Stored data entries
***
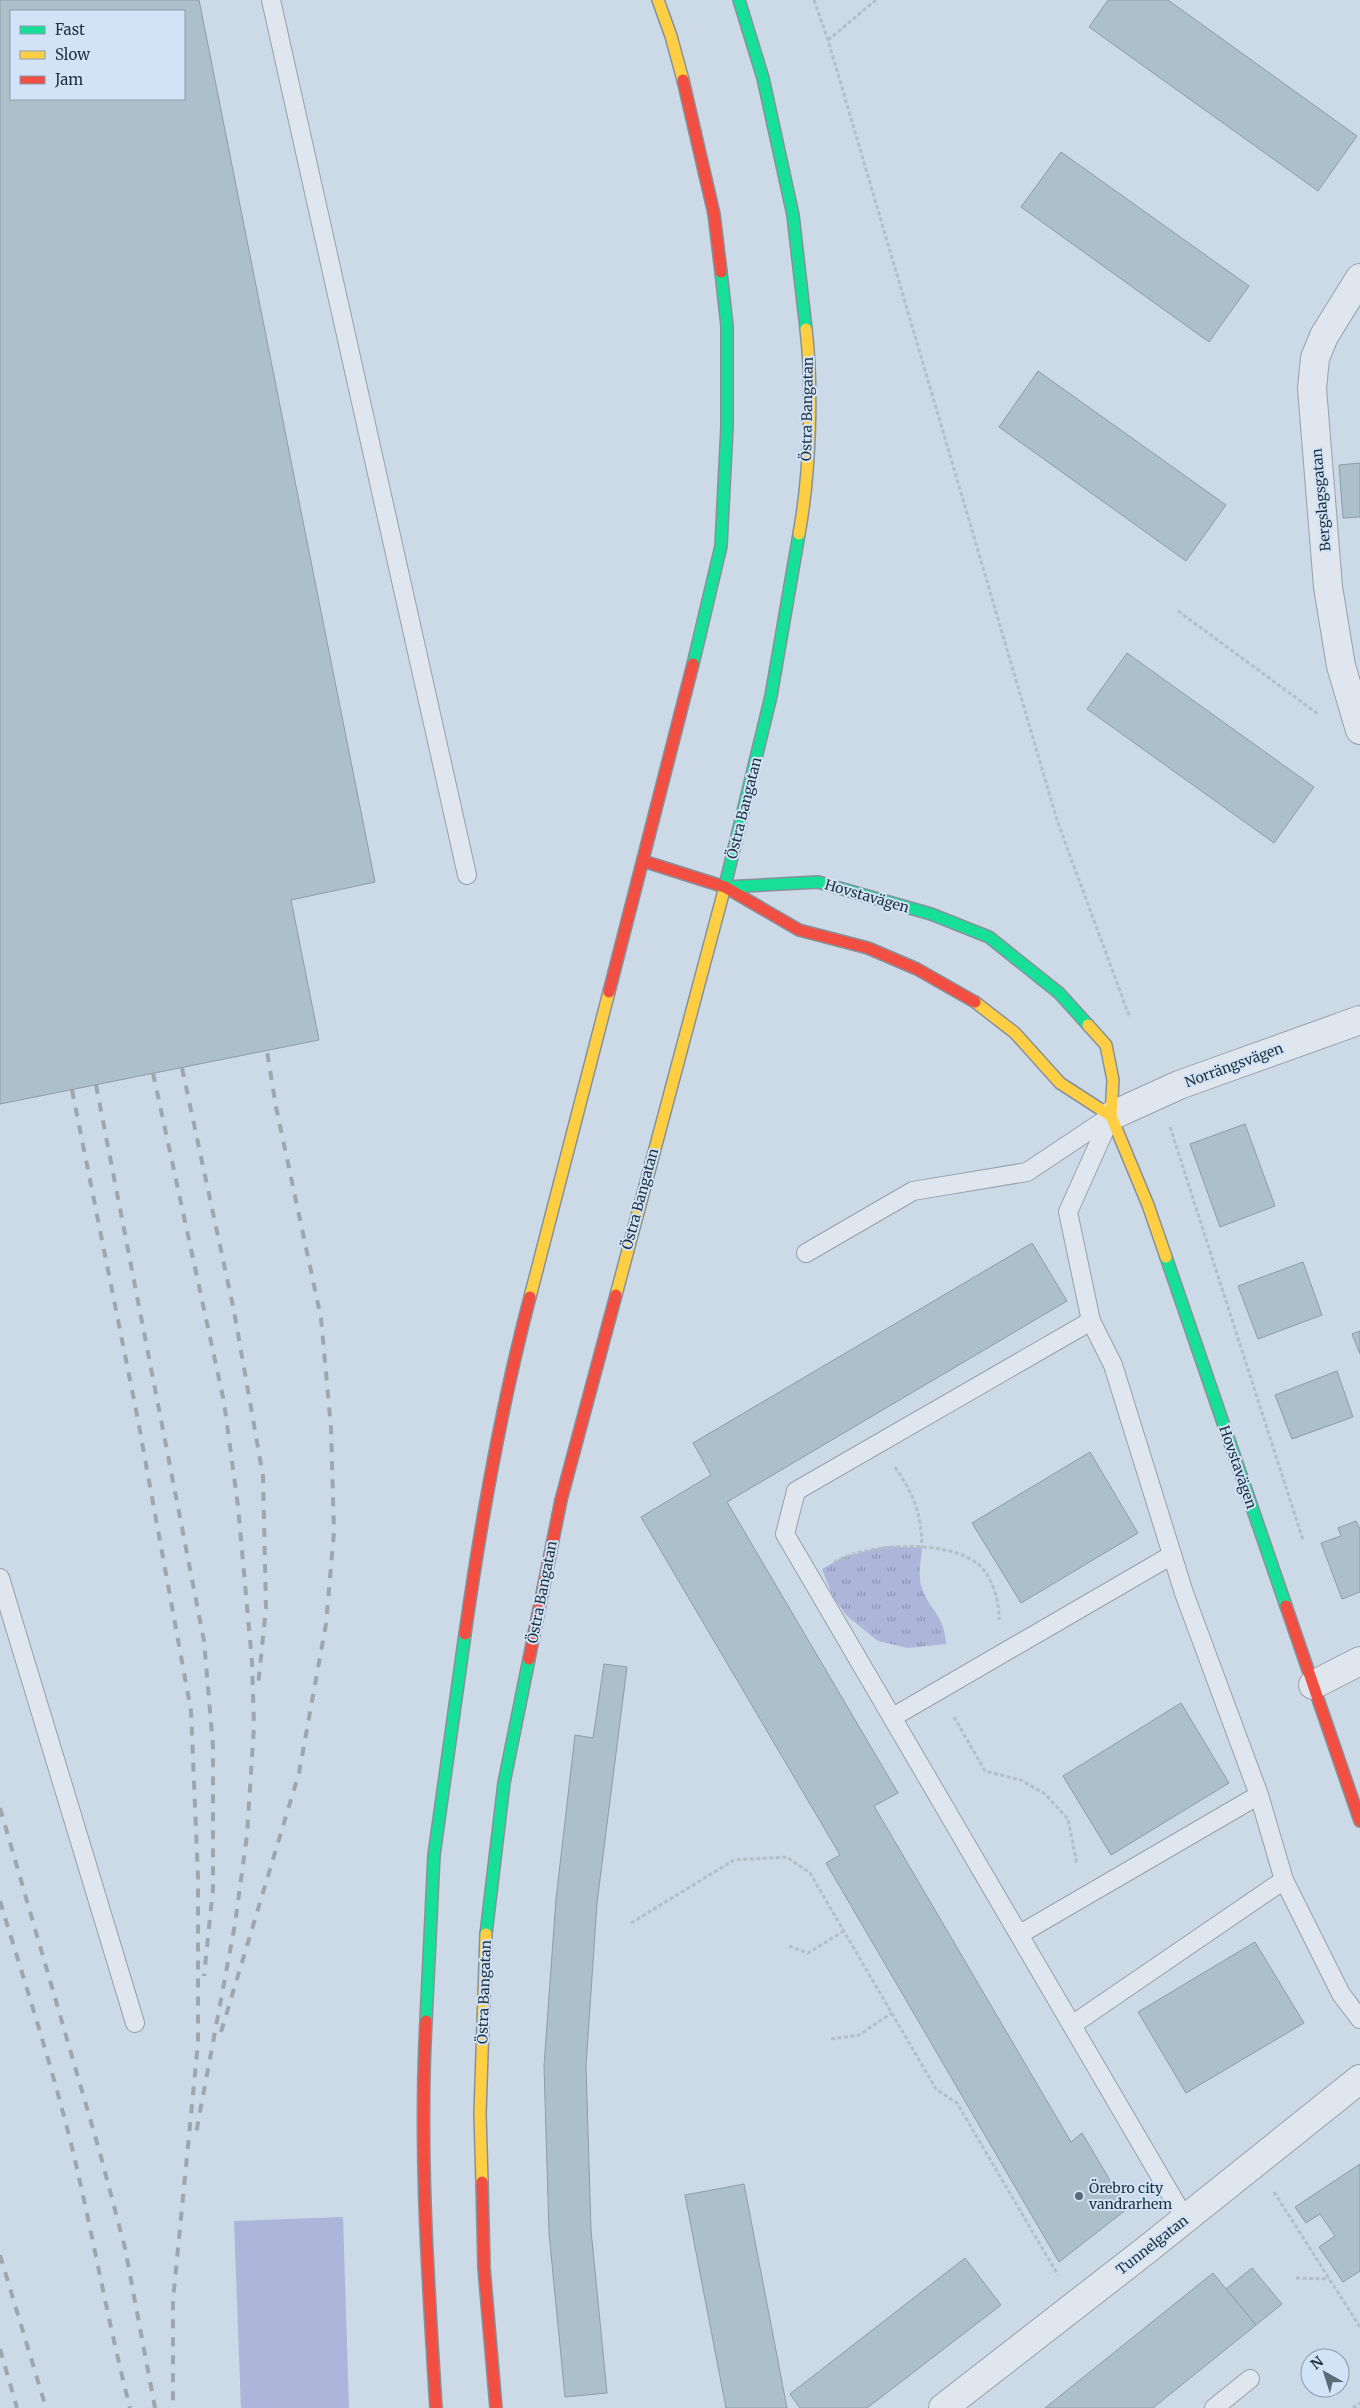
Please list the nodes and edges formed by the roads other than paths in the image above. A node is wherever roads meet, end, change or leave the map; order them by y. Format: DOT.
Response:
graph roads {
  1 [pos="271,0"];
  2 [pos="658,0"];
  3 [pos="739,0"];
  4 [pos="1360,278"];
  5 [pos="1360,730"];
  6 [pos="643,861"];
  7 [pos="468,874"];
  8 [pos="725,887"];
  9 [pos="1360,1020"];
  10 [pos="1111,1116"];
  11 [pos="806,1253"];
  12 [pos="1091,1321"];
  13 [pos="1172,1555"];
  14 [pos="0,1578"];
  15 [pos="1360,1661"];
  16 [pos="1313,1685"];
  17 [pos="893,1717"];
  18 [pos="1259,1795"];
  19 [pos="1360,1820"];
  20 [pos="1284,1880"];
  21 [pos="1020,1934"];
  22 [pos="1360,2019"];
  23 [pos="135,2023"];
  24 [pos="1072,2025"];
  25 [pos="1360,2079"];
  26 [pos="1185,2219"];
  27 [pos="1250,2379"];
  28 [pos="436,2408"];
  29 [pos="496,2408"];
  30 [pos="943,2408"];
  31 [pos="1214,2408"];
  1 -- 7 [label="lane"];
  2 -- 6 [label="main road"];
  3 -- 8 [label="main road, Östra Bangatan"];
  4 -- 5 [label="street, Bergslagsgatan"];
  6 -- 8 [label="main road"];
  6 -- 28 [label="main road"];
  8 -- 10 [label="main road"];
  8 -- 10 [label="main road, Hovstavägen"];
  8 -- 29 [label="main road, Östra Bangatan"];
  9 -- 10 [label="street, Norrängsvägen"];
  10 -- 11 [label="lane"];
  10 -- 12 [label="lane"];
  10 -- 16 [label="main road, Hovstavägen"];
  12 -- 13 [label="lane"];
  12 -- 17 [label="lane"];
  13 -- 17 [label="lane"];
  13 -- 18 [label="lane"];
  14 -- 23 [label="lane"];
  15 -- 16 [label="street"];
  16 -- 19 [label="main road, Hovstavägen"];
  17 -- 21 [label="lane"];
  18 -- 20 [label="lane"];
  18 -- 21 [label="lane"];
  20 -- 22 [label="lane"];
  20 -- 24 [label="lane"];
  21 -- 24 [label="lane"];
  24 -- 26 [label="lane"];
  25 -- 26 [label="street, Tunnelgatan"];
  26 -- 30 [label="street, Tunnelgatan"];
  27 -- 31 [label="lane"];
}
***
- **PROBLEM DESCRIPTION**
Count how many lines in the data above include the string "street", and write only that number.

- **RESULT**
5